Nuclear waste is an increasingly important topic of discussion in today’s society. With the advancement of nuclear science and technology, more waste has been produced and the question regarding the placement, destruction, or reprocessing of this waste has been debated in several countries including the United Kingdom, USA, and France.

First and foremost, it is necessary to go to the source of nuclear waste. Most nuclear waste comes from nuclear power plants. After a certain period, most of the reactivity of the nuclear material, usually Uranium-235, has subsided and thus is not longer capable of producing a specific quantity of energy needed to supply the energy market. Nuclear power plants supply approximately 17% of the world’s energy, and as this process is developed, a higher percentage is imminent in the future. Already 75% of France’s energy is produced by nuclear reactors. A smaller percentage of nuclear waste comes from professional and medical institutions that use radioactive materials for treatment and experimental purposes. Another source of nuclear waste is from disarmament of nuclear weapons. Disarmament of nuclear weapons also constitutes also a major percentage of the world’s nuclear waste produced in the world.

Nuclear Waste can be classified into two large subcategories: High-Level Waste (HLW) or Low-Level Waste (LLW). HLW’s include spent fuel from nuclear power plants and reprocessing waste from the refinement of nuclear materials. HLW’s generally include materials that that not only produce nuclides, but also heat, making them more dangerous to store. During reaction in a nuclear power plant, the Uranium releases neutrons, which collide with other Uranium atoms, stimulating them to release more neutrons and changing the atoms own atomic mass and atomic number. For example, U-235 can be converted to plutonium if one of these neutrons were to bombard it. These substances are now classified as transuranic elements, or heavier-than-uranium elements, which constitute most of the long-lived nuclear waste produced by nuclear power plants. Opposite of HLW, LLW’s include all other types of radioactive material that is not as highly active as HLW’s. The average LLW activity is between 0.1-2,500 curies/cubic foot. Examples of LLW’s include those radioactive materials from medical institutions and some byproducts of nuclear power plants such as contaminated metals or water used in the processing of nuclear energy. Furthermore, Low-Level Waste products can be further split into 4 different subcategories based on activity. These categories are Classes A, B, C, and GTCC level waste, A being the least active and GTCC being most active. In regards to different longevities of radioactive materials, LLW includes both short-lived and long-lived radionuclides.
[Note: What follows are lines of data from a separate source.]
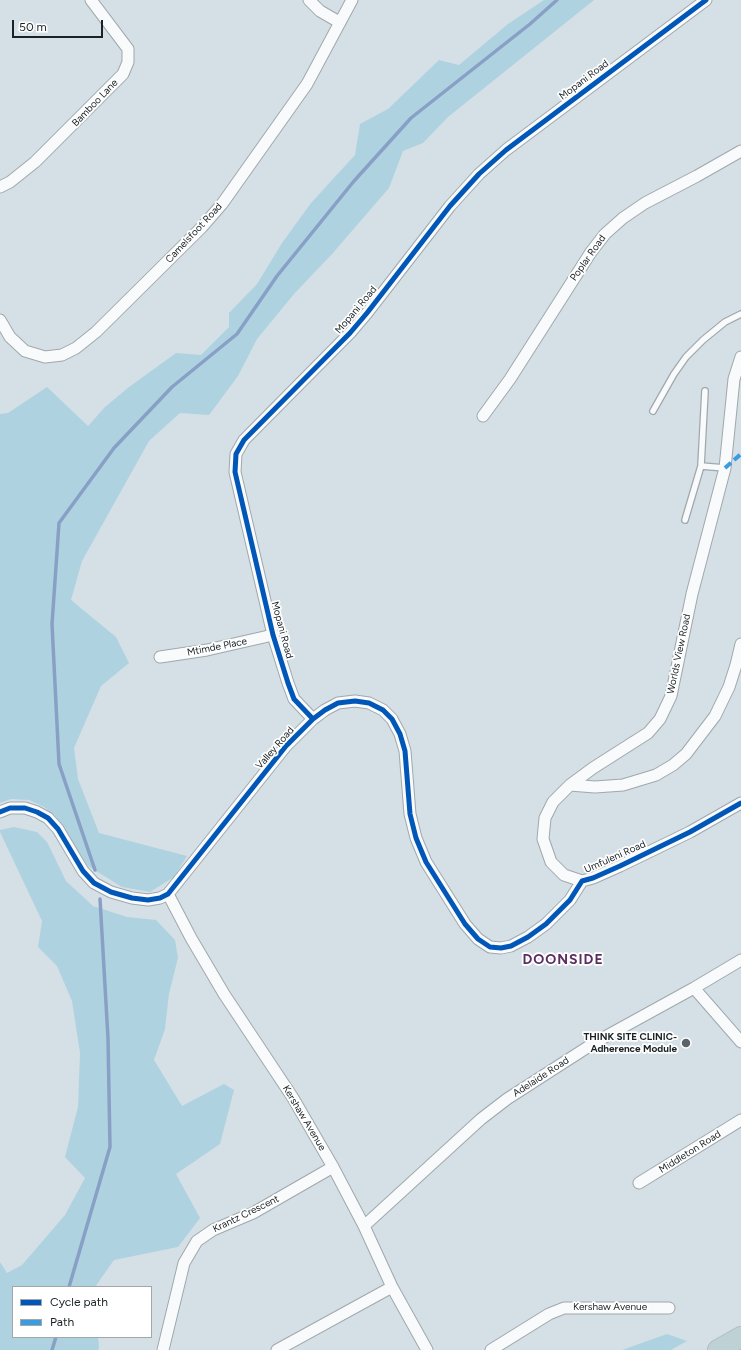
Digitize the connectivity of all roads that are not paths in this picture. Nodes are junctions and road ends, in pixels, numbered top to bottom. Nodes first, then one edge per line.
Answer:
1 (92, 0) edge
2 (309, 0) edge
3 (352, 0) edge
4 (706, 0) edge
5 (339, 22) junction
6 (741, 151) edge
7 (0, 187) edge
8 (741, 314) edge
9 (0, 320) edge
10 (741, 356) edge
11 (705, 391) dead end
12 (653, 411) dead end
13 (483, 416) dead end
14 (702, 466) junction
15 (725, 468) junction
16 (685, 520) dead end
17 (273, 635) junction
18 (741, 644) edge
19 (160, 657) dead end
20 (313, 719) junction
21 (570, 785) junction
22 (741, 803) edge
23 (0, 812) edge
24 (582, 881) junction
25 (168, 894) junction
26 (511, 946) joint
27 (741, 960) edge
28 (694, 988) junction
29 (741, 1042) edge
30 (741, 1120) edge
31 (333, 1167) junction
32 (639, 1183) dead end
33 (364, 1226) junction
34 (392, 1287) junction
35 (669, 1308) dead end
36 (741, 1337) edge
37 (163, 1350) edge
38 (277, 1350) edge
39 (427, 1350) edge
40 (491, 1350) edge
41 (718, 1350) edge

1 - 7 street, Bamboo Lane
2 - 5 street
3 - 5 street, Camelsfoot Road
4 - 17 street, Mopani Road
5 - 9 street, Camelsfoot Road
6 - 13 street, Poplar Road
8 - 12 lane
10 - 15 street, Worlds View Road
11 - 14 lane
14 - 15 lane
14 - 16 lane
15 - 21 street, Worlds View Road
17 - 19 street, Mtimde Place
17 - 20 street, Mopani Road
18 - 21 street
20 - 25 street, Valley Road
20 - 26 street, Valley Road
21 - 24 street, Worlds View Road
22 - 24 street, Umfuleni Road
23 - 25 street
24 - 26 street, Umfuleni Road
25 - 31 street, Kershaw Avenue
27 - 28 street, Adelaide Road
28 - 29 street
28 - 33 street, Adelaide Road
30 - 32 street, Middleton Road
31 - 33 street, Kershaw Avenue
31 - 37 street, Krantz Crescent
33 - 34 street, Kershaw Avenue
34 - 38 street
34 - 39 street, Kershaw Avenue
35 - 40 street, Kershaw Avenue
36 - 41 highway

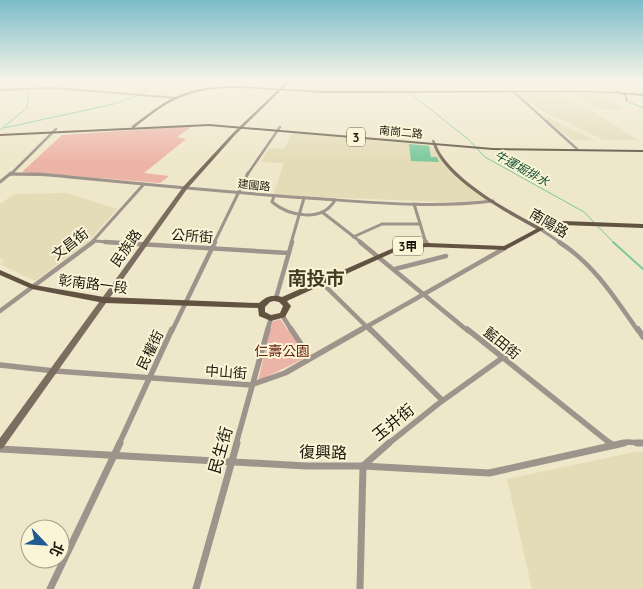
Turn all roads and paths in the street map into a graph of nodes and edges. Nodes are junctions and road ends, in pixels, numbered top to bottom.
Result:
1 (158, 107) edge
2 (262, 107) edge
3 (531, 107) edge
4 (135, 126) junction
5 (243, 126) junction
6 (279, 128) junction
7 (55, 131) junction
8 (0, 134) edge
9 (433, 142) junction
10 (478, 146) junction
11 (576, 148) junction
12 (643, 149) edge
13 (12, 174) junction
14 (0, 182) edge
15 (144, 184) junction
16 (186, 188) junction
17 (240, 192) junction
18 (274, 196) junction
19 (304, 198) junction
20 (335, 200) junction
21 (493, 201) junction
22 (414, 204) junction
23 (322, 212) junction
24 (300, 214) junction
25 (420, 224) junction
26 (643, 226) edge
27 (540, 229) junction
28 (353, 237) junction
29 (94, 241) junction
30 (145, 244) junction
31 (427, 245) junction
32 (505, 248) junction
33 (213, 249) junction
34 (289, 253) junction
35 (446, 256) dead end
36 (379, 257) junction
37 (395, 269) junction
38 (0, 272) edge
39 (321, 282) junction
40 (32, 287) junction
41 (425, 295) junction
42 (280, 299) junction
43 (104, 300) junction
44 (186, 304) junction
45 (260, 306) junction
46 (0, 311) edge
47 (282, 315) junction
48 (271, 318) junction
49 (368, 328) junction
50 (643, 337) edge
51 (516, 348) dead end
52 (310, 358) junction
53 (502, 359) junction
54 (0, 364) edge
55 (55, 371) junction
56 (149, 378) junction
57 (251, 385) junction
58 (442, 400) junction
59 (643, 444) edge
60 (0, 445) edge
61 (612, 446) junction
62 (0, 449) edge
63 (113, 456) junction
64 (231, 461) junction
65 (363, 466) junction
66 (50, 589) edge
67 (196, 589) edge
68 (360, 589) edge

1 - 4 street
2 - 5 street, 民族路
3 - 11 street
4 - 5 main road, 3
4 - 7 main road, 3
5 - 6 main road, 南崗二路 / 3
5 - 16 street, 民族路
6 - 9 main road, 南崗二路 / 3
6 - 17 street, 民權街
7 - 8 main road, 3
7 - 13 street
9 - 10 main road, 南崗二路 / 3
9 - 10 main road, 南崗二路 / 3
9 - 21 street, 南陽路
10 - 11 main road, 3
11 - 12 main road, 3
13 - 14 street
13 - 15 street, 建國路
15 - 16 street, 建國路
15 - 29 street, 文昌街
16 - 17 street, 建國路
16 - 30 street, 民族路
17 - 18 street, 建國路
17 - 33 street, 民權街
18 - 19 street, 建國路
18 - 24 street
19 - 20 street, 建國路
19 - 24 street
20 - 22 street, 建國路
20 - 23 street
21 - 22 street, 建國路
21 - 27 street, 南陽路
22 - 25 street
23 - 24 street
23 - 28 street, 藍田街
24 - 34 street
25 - 28 street
25 - 31 street
26 - 27 main road
27 - 32 main road
27 - 50 street, 南陽路
28 - 36 street, 藍田街
29 - 30 street, 公所街
29 - 40 street, 文昌街
30 - 33 street, 公所街
30 - 43 street, 民族路
31 - 32 main road, 3甲
31 - 36 main road, 3甲
32 - 41 street, 中山街
33 - 34 street, 公所街
33 - 44 street, 民權街
34 - 42 street
35 - 37 street
36 - 37 street, 藍田街
36 - 39 main road, 3甲
37 - 41 street, 藍田街
38 - 40 main road, 彰南路一段 / 3甲
39 - 42 main road, 3甲
39 - 49 street
40 - 43 main road, 彰南路一段 / 3甲
40 - 46 street, 文昌街
41 - 49 street, 中山街
41 - 53 street, 藍田街
42 - 45 main road, 3甲
42 - 47 main road
43 - 44 main road, 彰南路一段 / 3甲
43 - 55 street, 民族路
44 - 45 main road, 3甲
44 - 56 street, 民權街
45 - 48 main road
47 - 48 main road
47 - 52 street
48 - 57 street, 民生街
49 - 52 street, 中山街
49 - 58 street
51 - 53 street, 玉井街
52 - 57 street, 中山街
53 - 58 street, 玉井街
53 - 61 street, 藍田街
54 - 55 street, 中山街
55 - 56 street, 中山街
55 - 60 street, 民族路
56 - 57 street, 中山街
56 - 63 street, 民權街
57 - 64 street, 民生街
58 - 65 street, 玉井街
59 - 61 street, 復興路
61 - 65 street, 復興路
62 - 63 street, 復興路
63 - 64 street, 復興路
63 - 66 street, 民權街
64 - 65 street, 復興路
64 - 67 street, 民生街
65 - 68 street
There are some obvious problems associated with the nuclear waste that might affect the entire world population. It is known that decaying radioactive substances release radiation in the form of alpha particles, beta particles, or gamma rays. This radiation is known to cause genetic mutations that eventually lead to cancer. Large doses of radiation, for instances exposure from a nuclear blast, can cause death within a matter of days depending on the penetration levels of the radioactivity. If crucial cells, mainly of the heart and brain, are affected, cancer and death are nearly inevitable. Radioactivity has the characteristic of being long-lived. This means that even if an organism affected by radioactivity dies, another organism that consumes the dead organism will also be affected. From here, an entire food chain could be affected with concentration levels increasing as you climb up the food chain. Currently there are issues regarding the leakage of radioactivity from storage sites into ground water. This “heavy” ground water, known as such because it contains an extra neutron in one or both of the hydrogen molecules, can affect us directly if we drink it. This radioactive substance can stay in our bodies and may eventually lead to cancer. The “heavy” ground water can also affect us indirectly. For instance, phytoplankton and zooplankton would probably be the first organisms to be affected by radioactive water. Fish then eat these “radioactive” plankton and are also affected. A bear then comes along and eats the contaminated fish and is too affected by radioactivity. Man comes along, shoots the bear and eats its meat. Thus, man is also affected by radioactivity. In this way, it is not only important, but crucial that we take measures in lowering radioactive pollution but also lowering levels of nuclear waste being produced. If the nuclear waste were targeted first, then pollution would not be a problem.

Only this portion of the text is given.